Could you report every line from the entries that includes the word "Elgin"?

▶ [EXERCISE MATERIALS]:

.....

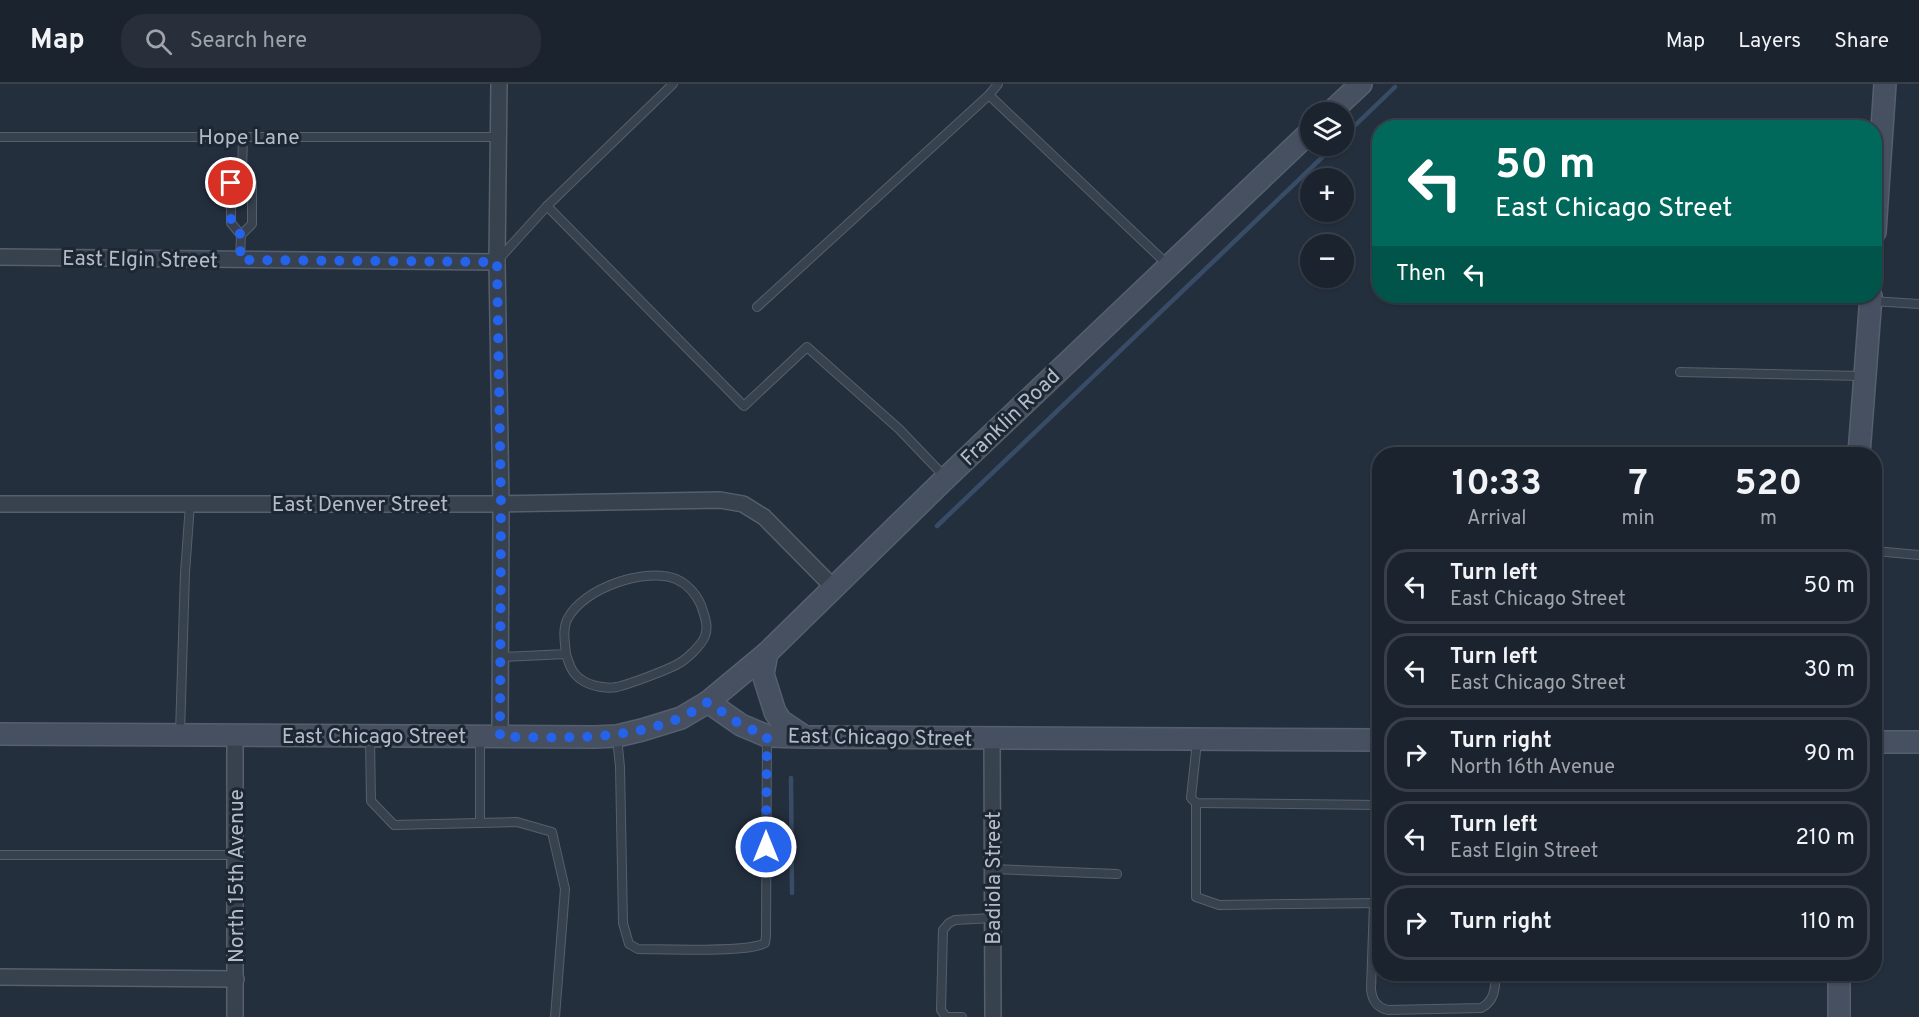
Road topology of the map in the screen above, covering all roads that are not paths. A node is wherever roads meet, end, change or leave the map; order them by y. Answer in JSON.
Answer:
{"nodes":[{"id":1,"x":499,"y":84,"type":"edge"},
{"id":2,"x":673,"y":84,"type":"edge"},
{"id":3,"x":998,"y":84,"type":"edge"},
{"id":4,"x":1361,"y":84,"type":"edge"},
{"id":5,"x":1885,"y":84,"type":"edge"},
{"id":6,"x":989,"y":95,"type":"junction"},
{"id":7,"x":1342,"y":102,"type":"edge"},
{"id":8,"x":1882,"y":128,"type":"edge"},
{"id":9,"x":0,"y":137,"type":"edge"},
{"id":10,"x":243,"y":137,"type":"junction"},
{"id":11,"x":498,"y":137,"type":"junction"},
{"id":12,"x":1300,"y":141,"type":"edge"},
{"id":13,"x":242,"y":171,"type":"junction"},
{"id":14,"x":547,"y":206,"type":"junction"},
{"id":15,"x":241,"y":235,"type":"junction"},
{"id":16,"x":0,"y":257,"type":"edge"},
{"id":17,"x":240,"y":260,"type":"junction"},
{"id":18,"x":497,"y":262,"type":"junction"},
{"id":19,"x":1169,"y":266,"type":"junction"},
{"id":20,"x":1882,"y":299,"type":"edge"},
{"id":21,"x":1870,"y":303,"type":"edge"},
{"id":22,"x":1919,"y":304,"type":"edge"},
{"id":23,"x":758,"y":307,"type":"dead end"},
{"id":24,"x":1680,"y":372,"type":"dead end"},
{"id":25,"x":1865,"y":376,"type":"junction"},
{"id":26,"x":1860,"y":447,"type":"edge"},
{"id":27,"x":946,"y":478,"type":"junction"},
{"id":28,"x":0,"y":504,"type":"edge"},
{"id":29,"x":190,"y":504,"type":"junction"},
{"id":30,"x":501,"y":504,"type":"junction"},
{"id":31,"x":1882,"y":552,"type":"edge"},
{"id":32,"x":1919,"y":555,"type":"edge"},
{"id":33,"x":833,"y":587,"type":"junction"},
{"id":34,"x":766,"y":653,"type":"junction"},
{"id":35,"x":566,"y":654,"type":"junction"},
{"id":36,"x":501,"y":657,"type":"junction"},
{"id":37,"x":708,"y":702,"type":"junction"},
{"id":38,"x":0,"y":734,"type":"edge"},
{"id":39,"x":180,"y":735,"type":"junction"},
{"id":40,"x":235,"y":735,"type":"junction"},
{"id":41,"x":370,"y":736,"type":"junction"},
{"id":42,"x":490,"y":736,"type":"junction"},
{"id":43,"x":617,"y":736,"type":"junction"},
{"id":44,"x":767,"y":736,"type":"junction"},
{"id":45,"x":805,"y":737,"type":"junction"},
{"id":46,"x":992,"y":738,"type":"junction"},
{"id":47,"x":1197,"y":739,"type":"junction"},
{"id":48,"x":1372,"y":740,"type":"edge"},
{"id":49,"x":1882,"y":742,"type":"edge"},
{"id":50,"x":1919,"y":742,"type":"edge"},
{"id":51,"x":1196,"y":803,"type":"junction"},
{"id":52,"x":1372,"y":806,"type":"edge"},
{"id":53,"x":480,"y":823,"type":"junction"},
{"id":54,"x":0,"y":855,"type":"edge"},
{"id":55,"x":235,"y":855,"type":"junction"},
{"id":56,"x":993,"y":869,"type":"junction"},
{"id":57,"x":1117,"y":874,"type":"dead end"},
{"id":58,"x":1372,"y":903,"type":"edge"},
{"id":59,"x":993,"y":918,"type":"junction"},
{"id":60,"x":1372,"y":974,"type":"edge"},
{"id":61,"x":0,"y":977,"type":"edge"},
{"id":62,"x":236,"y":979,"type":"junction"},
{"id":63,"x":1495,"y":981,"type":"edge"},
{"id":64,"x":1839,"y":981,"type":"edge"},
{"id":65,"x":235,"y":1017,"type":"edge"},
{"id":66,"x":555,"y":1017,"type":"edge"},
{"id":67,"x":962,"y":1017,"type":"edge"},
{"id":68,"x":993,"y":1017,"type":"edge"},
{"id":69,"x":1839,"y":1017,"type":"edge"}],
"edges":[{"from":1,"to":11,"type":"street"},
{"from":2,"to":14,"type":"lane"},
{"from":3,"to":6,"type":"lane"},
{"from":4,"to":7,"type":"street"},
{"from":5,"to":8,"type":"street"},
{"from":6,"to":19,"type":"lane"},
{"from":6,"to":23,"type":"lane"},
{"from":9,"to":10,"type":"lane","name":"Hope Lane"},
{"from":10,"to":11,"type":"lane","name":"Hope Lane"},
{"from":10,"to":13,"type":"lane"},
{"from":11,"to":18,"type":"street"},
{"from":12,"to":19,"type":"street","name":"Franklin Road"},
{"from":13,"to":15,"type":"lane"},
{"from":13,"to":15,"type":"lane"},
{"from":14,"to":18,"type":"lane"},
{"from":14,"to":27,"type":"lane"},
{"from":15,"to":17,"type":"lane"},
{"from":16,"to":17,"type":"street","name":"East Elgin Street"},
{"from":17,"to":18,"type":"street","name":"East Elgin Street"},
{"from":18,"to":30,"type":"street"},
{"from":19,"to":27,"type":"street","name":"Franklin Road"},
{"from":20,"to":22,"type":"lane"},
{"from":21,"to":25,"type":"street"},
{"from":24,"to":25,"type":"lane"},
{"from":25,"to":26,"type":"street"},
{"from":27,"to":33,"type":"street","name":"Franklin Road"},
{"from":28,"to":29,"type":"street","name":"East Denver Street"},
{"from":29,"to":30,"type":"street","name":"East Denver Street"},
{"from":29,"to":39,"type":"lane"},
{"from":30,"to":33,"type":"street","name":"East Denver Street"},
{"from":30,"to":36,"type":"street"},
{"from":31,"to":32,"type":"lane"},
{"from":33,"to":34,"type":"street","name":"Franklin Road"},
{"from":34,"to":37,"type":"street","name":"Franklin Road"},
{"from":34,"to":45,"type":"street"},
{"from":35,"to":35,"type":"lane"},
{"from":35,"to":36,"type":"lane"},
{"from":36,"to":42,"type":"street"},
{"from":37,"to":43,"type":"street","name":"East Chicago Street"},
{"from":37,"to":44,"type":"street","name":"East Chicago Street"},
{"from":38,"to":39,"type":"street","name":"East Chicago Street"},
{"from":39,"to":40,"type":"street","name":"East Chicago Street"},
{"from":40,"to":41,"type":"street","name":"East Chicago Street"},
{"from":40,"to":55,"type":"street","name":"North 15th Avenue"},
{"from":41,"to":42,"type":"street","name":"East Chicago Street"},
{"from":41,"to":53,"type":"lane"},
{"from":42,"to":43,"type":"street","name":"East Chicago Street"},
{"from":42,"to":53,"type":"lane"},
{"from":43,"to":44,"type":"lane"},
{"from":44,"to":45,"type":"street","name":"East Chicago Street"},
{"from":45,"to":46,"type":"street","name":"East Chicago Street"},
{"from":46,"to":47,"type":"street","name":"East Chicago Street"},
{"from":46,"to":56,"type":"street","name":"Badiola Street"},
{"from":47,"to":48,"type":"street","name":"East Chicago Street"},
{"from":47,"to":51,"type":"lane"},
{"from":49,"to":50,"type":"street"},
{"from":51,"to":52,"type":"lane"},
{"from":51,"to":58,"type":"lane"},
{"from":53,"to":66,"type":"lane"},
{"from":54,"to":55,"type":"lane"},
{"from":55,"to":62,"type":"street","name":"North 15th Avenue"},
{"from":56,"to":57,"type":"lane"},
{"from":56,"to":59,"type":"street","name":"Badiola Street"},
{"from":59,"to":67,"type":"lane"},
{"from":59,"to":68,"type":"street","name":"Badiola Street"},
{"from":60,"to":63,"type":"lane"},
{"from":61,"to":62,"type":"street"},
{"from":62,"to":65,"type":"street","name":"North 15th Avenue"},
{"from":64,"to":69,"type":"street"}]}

.....

▶ [TASK RESPONSE]:
{"from":16,"to":17,"type":"street","name":"East Elgin Street"},
{"from":17,"to":18,"type":"street","name":"East Elgin Street"},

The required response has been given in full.